I have the following directory structure:
Parent/ contains Child1/ Child2/ ... ChildN/
Each of the Child directories is its own git repository with commit histories, etc. I have realized that it would make more sense to make Parent a git repository with the children as subrepositories (presumably using git-subtree or something). This is because the child directories are all components of the same project.
I have looked at various answers, but they all involve pushing/pulling from some remote repo, whereas everything is local to my machine in this case (and I would like to keep it that way--plus, I don't know how to work with remotes).
So my question is: how to I create the Parent repository in such a way that the children are part of it but retain their individual histories and without reference to any remote repository?
Reason this is different from the proposed duplicate: The link about remote repos being on a local hard drive is helpful and definitely makes the other answers on SO more accessible. I just tried the procedure in the linked question on merging two repositories, and it almost does the job but is laborious and labor-prone in my case. In that question, two repositories are to be merged to create a third repository, whereas in my case, a number of repositories need to become the directories of a new repository.

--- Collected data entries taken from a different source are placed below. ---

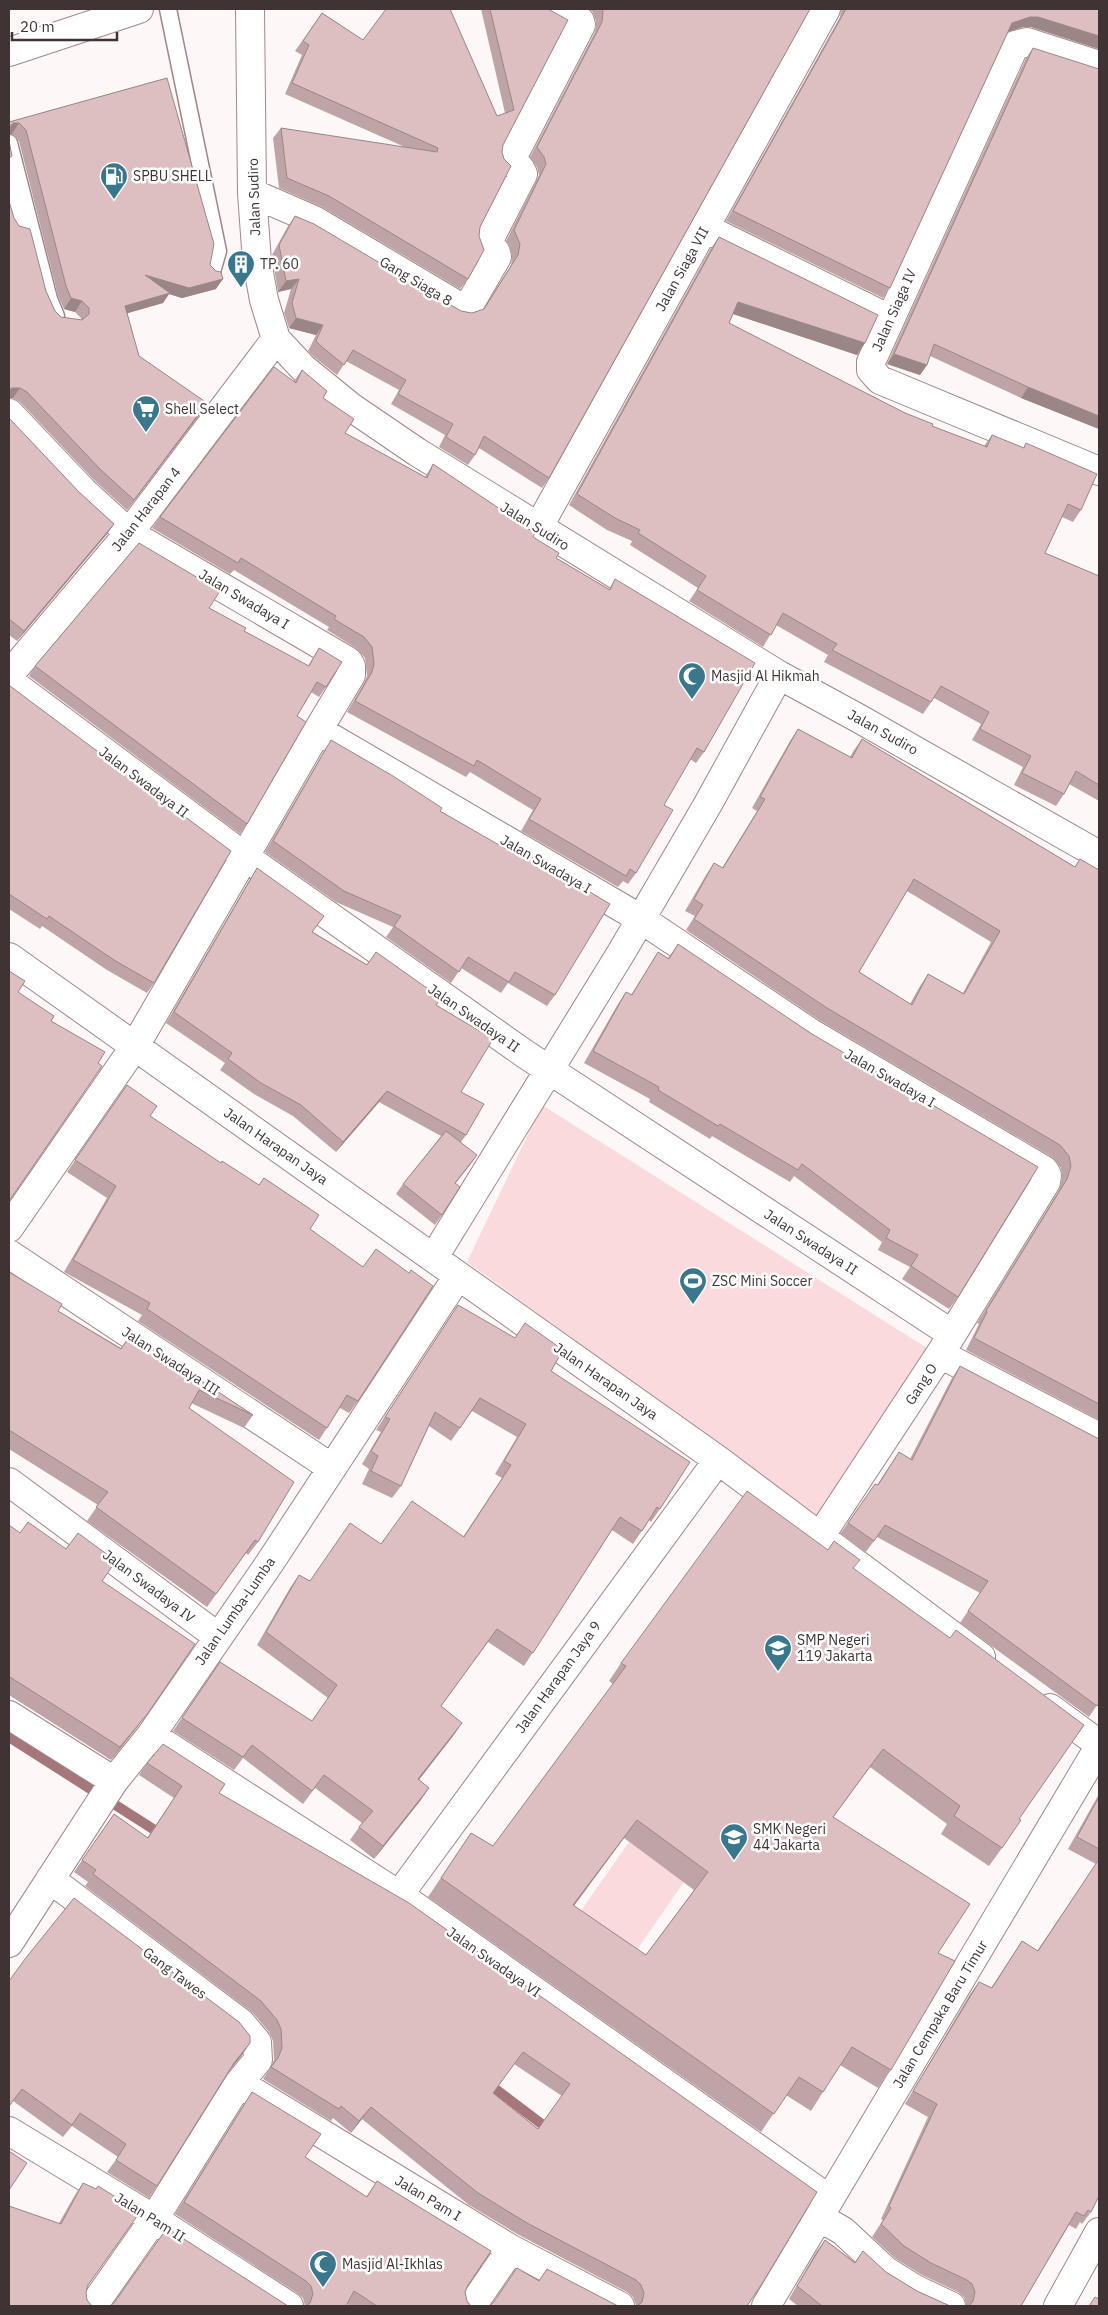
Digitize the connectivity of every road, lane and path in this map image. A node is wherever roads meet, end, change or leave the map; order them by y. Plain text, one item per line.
1 (139, 9) edge
2 (168, 9) edge
3 (250, 9) edge
4 (552, 9) edge
5 (826, 9) edge
6 (9, 52) edge
7 (1099, 65) edge
8 (9, 143) edge
9 (9, 181) edge
10 (252, 193) junction
11 (22, 224) dead end
12 (705, 228) junction
13 (212, 272) edge
14 (890, 319) junction
15 (72, 321) edge
16 (276, 338) junction
17 (9, 413) edge
18 (1099, 471) edge
19 (538, 528) junction
20 (129, 532) junction
21 (9, 675) edge
22 (779, 675) junction
23 (9, 681) edge
24 (318, 730) junction
25 (1099, 855) edge
26 (244, 856) junction
27 (641, 919) junction
28 (9, 957) edge
29 (135, 1046) junction
30 (549, 1070) junction
31 (9, 1228) edge
32 (9, 1254) edge
33 (434, 1257) junction
34 (458, 1276) junction
35 (946, 1344) junction
36 (1099, 1437) edge
37 (718, 1460) junction
38 (332, 1468) junction
39 (9, 1482) edge
40 (819, 1538) junction
41 (217, 1636) junction
42 (1003, 1673) edge
43 (1027, 1691) edge
44 (9, 1716) edge
45 (151, 1735) junction
46 (1099, 1746) edge
47 (108, 1790) junction
48 (50, 1879) junction
49 (399, 1895) junction
50 (9, 1943) edge
51 (239, 2083) junction
52 (9, 2131) edge
53 (824, 2208) junction
54 (154, 2219) junction
55 (1099, 2232) edge
56 (511, 2249) junction
57 (93, 2306) edge
58 (289, 2306) edge
59 (472, 2306) edge
60 (620, 2306) edge
61 (766, 2306) edge
62 (951, 2306) edge
63 (1058, 2306) edge

1 - 6 street
2 - 13 lane
3 - 10 street, Jalan Sudiro
4 - 10 street, Gang Siaga 8
5 - 12 street, Jalan Siaga VII
7 - 14 street, Jalan Siaga IV
8 - 15 lane
9 - 11 street
10 - 16 street, Jalan Sudiro
12 - 14 street
12 - 19 street, Jalan Siaga VII
14 - 18 street, Jalan Siaga IV
16 - 19 street, Jalan Sudiro
16 - 20 street, Jalan Harapan 4
17 - 20 street, Jalan Swadaya I
19 - 22 street, Jalan Sudiro
20 - 21 street, Jalan Harapan 4
20 - 24 street, Jalan Swadaya I
22 - 25 street, Jalan Sudiro
22 - 27 street
23 - 26 street, Jalan Swadaya II
24 - 26 street
24 - 27 street, Jalan Swadaya I
26 - 29 street
26 - 30 street, Jalan Swadaya II
27 - 30 street
27 - 35 street, Jalan Swadaya I
28 - 29 street, Jalan Harapan Jaya
29 - 31 street
29 - 33 street, Jalan Harapan Jaya
30 - 33 street
30 - 35 street, Jalan Swadaya II
32 - 38 street, Jalan Swadaya III
33 - 34 street, Jalan Harapan Jaya
34 - 37 street, Jalan Harapan Jaya
34 - 38 street, Jalan Lumba-Lumba
35 - 36 street, Gang O
35 - 40 street, Gang O
37 - 40 street, Jalan Harapan Jaya
37 - 49 street, Jalan Harapan Jaya 9
38 - 41 street, Jalan Lumba-Lumba
39 - 41 street, Jalan Swadaya IV
40 - 42 street, Jalan Harapan Jaya
41 - 45 street, Jalan Lumba-Lumba
43 - 46 street
44 - 47 street
45 - 47 street, Jalan Lumba-Lumba
45 - 49 street, Jalan Swadaya VI
46 - 53 street, Jalan Cempaka Baru Timur
47 - 48 street, Jalan Lumba-Lumba
48 - 50 street, Jalan Lumba-Lumba
48 - 51 street, Gang Tawes
49 - 53 street, Jalan Swadaya VI
51 - 54 street, Gang Tawes
51 - 56 street, Jalan Pam I
52 - 54 street, Jalan Pam II
53 - 61 street, Jalan Cempaka Baru Timur
53 - 62 street, Jalan Swadaya VI
54 - 57 street, Gang Tawes
54 - 58 street, Jalan Pam II
55 - 63 street
56 - 59 street
56 - 60 street, Jalan Pam I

To use the proposed duplicate answer, I would have to make a copy of Parent, say Parent_copy, then delete everything from Parent, create the Parent .git directory, then merge in the Child directories one at a time. In the process, the contents of each Child would be either copied from Parent_copy/Child into Parent or ignored (based on a .gitignore file). Then I could recreate e.g. Parent/Child1 as an empty directory, move the files from Parent, and copy the ignored files from Parent_copy/Child1. So it would work, but is a bit laborious and error-prone. I wonder is there is a more efficient way, ideally treating the Child directories in place?